◆ Records:

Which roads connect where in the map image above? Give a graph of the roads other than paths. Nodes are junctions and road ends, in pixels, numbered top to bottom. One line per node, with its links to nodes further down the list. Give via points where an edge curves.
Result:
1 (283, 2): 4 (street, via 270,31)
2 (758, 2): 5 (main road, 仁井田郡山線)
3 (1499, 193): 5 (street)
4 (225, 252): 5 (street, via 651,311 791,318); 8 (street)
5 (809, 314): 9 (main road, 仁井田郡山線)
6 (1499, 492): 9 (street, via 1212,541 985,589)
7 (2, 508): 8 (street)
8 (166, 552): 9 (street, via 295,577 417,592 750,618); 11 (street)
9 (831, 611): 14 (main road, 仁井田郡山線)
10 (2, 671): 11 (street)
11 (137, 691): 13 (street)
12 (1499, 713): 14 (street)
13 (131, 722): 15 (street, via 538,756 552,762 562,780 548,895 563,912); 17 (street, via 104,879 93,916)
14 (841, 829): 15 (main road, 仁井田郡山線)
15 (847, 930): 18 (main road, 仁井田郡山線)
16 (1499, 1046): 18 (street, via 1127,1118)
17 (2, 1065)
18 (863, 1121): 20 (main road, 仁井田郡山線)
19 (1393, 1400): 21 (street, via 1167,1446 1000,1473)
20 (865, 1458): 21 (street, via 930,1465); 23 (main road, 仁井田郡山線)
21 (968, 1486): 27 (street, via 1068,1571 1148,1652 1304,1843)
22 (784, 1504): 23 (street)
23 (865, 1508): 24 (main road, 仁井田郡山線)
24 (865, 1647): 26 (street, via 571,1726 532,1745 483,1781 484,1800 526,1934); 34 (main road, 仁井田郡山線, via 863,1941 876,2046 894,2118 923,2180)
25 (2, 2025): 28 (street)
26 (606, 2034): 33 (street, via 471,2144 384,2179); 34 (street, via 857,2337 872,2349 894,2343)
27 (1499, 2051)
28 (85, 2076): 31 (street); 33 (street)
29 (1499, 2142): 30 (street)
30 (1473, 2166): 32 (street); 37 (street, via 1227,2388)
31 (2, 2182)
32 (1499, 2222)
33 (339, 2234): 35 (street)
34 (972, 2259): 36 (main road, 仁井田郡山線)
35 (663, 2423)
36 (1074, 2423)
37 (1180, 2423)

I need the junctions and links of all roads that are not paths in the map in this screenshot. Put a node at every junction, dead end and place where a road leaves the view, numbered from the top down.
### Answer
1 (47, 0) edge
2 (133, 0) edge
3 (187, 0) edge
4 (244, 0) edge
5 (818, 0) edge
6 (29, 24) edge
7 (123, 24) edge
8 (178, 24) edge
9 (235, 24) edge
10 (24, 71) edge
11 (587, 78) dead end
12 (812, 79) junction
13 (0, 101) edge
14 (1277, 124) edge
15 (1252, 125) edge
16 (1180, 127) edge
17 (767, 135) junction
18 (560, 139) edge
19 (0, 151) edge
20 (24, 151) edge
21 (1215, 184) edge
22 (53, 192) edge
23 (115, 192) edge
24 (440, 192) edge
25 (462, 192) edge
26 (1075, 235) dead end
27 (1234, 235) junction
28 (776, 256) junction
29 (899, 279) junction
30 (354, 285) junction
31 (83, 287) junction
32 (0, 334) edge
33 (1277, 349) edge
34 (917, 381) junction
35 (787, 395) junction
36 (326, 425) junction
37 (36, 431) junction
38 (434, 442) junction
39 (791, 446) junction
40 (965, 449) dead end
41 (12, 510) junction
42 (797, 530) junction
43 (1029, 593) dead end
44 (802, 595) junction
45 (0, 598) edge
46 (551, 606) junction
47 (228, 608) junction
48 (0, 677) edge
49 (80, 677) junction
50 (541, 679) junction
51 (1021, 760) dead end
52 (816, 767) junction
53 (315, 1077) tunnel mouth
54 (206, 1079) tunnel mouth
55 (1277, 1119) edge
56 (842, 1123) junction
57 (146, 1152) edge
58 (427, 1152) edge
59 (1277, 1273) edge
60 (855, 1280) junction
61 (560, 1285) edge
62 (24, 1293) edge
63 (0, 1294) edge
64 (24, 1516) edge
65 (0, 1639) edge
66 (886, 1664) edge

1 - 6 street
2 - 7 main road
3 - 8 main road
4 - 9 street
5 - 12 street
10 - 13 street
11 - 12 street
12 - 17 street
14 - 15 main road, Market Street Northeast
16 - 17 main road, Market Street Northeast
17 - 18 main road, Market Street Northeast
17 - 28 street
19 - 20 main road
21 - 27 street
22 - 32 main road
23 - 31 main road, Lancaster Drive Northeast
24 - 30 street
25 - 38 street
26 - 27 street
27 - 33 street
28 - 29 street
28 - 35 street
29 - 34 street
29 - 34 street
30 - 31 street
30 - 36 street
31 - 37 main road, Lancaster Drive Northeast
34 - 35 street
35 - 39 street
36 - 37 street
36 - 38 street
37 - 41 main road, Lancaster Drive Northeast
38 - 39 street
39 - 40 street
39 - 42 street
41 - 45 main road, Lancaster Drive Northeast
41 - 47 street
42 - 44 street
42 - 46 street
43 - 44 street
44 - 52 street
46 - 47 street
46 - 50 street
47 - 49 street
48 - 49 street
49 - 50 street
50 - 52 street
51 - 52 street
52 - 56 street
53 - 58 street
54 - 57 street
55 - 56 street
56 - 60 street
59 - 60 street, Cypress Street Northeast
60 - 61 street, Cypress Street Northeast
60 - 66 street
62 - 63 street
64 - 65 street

◆ Task instructions: Print all records shown above, word for word.

◆ Response:
Which roads connect where in the map image above? Give a graph of the roads other than paths. Nodes are junctions and road ends, in pixels, numbered top to bottom. One line per node, with its links to nodes further down the list. Give via points where an edge curves.
Result:
1 (283, 2): 4 (street, via 270,31)
2 (758, 2): 5 (main road, 仁井田郡山線)
3 (1499, 193): 5 (street)
4 (225, 252): 5 (street, via 651,311 791,318); 8 (street)
5 (809, 314): 9 (main road, 仁井田郡山線)
6 (1499, 492): 9 (street, via 1212,541 985,589)
7 (2, 508): 8 (street)
8 (166, 552): 9 (street, via 295,577 417,592 750,618); 11 (street)
9 (831, 611): 14 (main road, 仁井田郡山線)
10 (2, 671): 11 (street)
11 (137, 691): 13 (street)
12 (1499, 713): 14 (street)
13 (131, 722): 15 (street, via 538,756 552,762 562,780 548,895 563,912); 17 (street, via 104,879 93,916)
14 (841, 829): 15 (main road, 仁井田郡山線)
15 (847, 930): 18 (main road, 仁井田郡山線)
16 (1499, 1046): 18 (street, via 1127,1118)
17 (2, 1065)
18 (863, 1121): 20 (main road, 仁井田郡山線)
19 (1393, 1400): 21 (street, via 1167,1446 1000,1473)
20 (865, 1458): 21 (street, via 930,1465); 23 (main road, 仁井田郡山線)
21 (968, 1486): 27 (street, via 1068,1571 1148,1652 1304,1843)
22 (784, 1504): 23 (street)
23 (865, 1508): 24 (main road, 仁井田郡山線)
24 (865, 1647): 26 (street, via 571,1726 532,1745 483,1781 484,1800 526,1934); 34 (main road, 仁井田郡山線, via 863,1941 876,2046 894,2118 923,2180)
25 (2, 2025): 28 (street)
26 (606, 2034): 33 (street, via 471,2144 384,2179); 34 (street, via 857,2337 872,2349 894,2343)
27 (1499, 2051)
28 (85, 2076): 31 (street); 33 (street)
29 (1499, 2142): 30 (street)
30 (1473, 2166): 32 (street); 37 (street, via 1227,2388)
31 (2, 2182)
32 (1499, 2222)
33 (339, 2234): 35 (street)
34 (972, 2259): 36 (main road, 仁井田郡山線)
35 (663, 2423)
36 (1074, 2423)
37 (1180, 2423)

I need the junctions and links of all roads that are not paths in the map in this screenshot. Put a node at every junction, dead end and place where a road leaves the view, numbered from the top down.
### Answer
1 (47, 0) edge
2 (133, 0) edge
3 (187, 0) edge
4 (244, 0) edge
5 (818, 0) edge
6 (29, 24) edge
7 (123, 24) edge
8 (178, 24) edge
9 (235, 24) edge
10 (24, 71) edge
11 (587, 78) dead end
12 (812, 79) junction
13 (0, 101) edge
14 (1277, 124) edge
15 (1252, 125) edge
16 (1180, 127) edge
17 (767, 135) junction
18 (560, 139) edge
19 (0, 151) edge
20 (24, 151) edge
21 (1215, 184) edge
22 (53, 192) edge
23 (115, 192) edge
24 (440, 192) edge
25 (462, 192) edge
26 (1075, 235) dead end
27 (1234, 235) junction
28 (776, 256) junction
29 (899, 279) junction
30 (354, 285) junction
31 (83, 287) junction
32 (0, 334) edge
33 (1277, 349) edge
34 (917, 381) junction
35 (787, 395) junction
36 (326, 425) junction
37 (36, 431) junction
38 (434, 442) junction
39 (791, 446) junction
40 (965, 449) dead end
41 (12, 510) junction
42 (797, 530) junction
43 (1029, 593) dead end
44 (802, 595) junction
45 (0, 598) edge
46 (551, 606) junction
47 (228, 608) junction
48 (0, 677) edge
49 (80, 677) junction
50 (541, 679) junction
51 (1021, 760) dead end
52 (816, 767) junction
53 (315, 1077) tunnel mouth
54 (206, 1079) tunnel mouth
55 (1277, 1119) edge
56 (842, 1123) junction
57 (146, 1152) edge
58 (427, 1152) edge
59 (1277, 1273) edge
60 (855, 1280) junction
61 (560, 1285) edge
62 (24, 1293) edge
63 (0, 1294) edge
64 (24, 1516) edge
65 (0, 1639) edge
66 (886, 1664) edge

1 - 6 street
2 - 7 main road
3 - 8 main road
4 - 9 street
5 - 12 street
10 - 13 street
11 - 12 street
12 - 17 street
14 - 15 main road, Market Street Northeast
16 - 17 main road, Market Street Northeast
17 - 18 main road, Market Street Northeast
17 - 28 street
19 - 20 main road
21 - 27 street
22 - 32 main road
23 - 31 main road, Lancaster Drive Northeast
24 - 30 street
25 - 38 street
26 - 27 street
27 - 33 street
28 - 29 street
28 - 35 street
29 - 34 street
29 - 34 street
30 - 31 street
30 - 36 street
31 - 37 main road, Lancaster Drive Northeast
34 - 35 street
35 - 39 street
36 - 37 street
36 - 38 street
37 - 41 main road, Lancaster Drive Northeast
38 - 39 street
39 - 40 street
39 - 42 street
41 - 45 main road, Lancaster Drive Northeast
41 - 47 street
42 - 44 street
42 - 46 street
43 - 44 street
44 - 52 street
46 - 47 street
46 - 50 street
47 - 49 street
48 - 49 street
49 - 50 street
50 - 52 street
51 - 52 street
52 - 56 street
53 - 58 street
54 - 57 street
55 - 56 street
56 - 60 street
59 - 60 street, Cypress Street Northeast
60 - 61 street, Cypress Street Northeast
60 - 66 street
62 - 63 street
64 - 65 street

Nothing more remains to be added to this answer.